*** RECORDS SUPPLIED ***

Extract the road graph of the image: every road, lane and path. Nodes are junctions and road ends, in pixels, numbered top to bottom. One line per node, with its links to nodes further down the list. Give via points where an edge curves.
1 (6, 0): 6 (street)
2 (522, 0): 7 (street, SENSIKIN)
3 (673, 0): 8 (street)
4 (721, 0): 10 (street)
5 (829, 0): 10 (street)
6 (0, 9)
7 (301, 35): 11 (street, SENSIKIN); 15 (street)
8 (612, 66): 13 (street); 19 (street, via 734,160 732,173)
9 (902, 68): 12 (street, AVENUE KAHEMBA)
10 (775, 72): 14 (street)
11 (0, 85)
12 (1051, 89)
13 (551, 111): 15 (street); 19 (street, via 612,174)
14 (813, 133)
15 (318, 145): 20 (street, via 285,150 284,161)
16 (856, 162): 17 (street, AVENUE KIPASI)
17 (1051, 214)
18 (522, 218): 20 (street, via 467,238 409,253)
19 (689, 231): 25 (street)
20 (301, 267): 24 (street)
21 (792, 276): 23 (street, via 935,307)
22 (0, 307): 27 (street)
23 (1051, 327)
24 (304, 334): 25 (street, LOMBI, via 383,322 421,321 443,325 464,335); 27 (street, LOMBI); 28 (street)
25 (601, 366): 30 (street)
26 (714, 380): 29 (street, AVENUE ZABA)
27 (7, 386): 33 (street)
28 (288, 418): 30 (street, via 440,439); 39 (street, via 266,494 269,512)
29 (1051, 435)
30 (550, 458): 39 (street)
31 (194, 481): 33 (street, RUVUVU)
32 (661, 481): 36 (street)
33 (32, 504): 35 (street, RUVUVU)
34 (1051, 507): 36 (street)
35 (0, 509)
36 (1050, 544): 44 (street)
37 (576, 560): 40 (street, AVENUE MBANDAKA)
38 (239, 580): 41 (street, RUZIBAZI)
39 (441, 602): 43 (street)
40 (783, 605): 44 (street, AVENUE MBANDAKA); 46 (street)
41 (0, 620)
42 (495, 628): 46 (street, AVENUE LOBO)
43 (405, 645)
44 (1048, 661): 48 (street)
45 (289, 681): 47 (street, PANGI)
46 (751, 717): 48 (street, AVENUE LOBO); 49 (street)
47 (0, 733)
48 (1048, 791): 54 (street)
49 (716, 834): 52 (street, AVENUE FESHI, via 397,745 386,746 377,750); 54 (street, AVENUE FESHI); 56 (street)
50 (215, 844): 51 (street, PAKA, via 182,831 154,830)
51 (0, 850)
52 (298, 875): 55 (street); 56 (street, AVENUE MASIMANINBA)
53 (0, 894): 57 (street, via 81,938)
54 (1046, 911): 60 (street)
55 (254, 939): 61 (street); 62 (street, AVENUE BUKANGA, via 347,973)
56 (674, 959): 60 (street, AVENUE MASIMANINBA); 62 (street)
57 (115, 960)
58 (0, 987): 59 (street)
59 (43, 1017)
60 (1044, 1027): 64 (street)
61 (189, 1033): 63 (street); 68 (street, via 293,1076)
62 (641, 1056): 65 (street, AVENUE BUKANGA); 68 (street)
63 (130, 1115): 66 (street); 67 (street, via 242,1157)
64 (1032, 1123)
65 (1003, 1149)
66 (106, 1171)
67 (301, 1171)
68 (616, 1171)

*** End of RECORDS SUPPLIED ***

— YOUR OBJECTIVE —
Looking over the records, find each line with the word "MBANDAKA" and copy it.

— SOLUTION TO THE PROBLEM —
37 (576, 560): 40 (street, AVENUE MBANDAKA)
40 (783, 605): 44 (street, AVENUE MBANDAKA); 46 (street)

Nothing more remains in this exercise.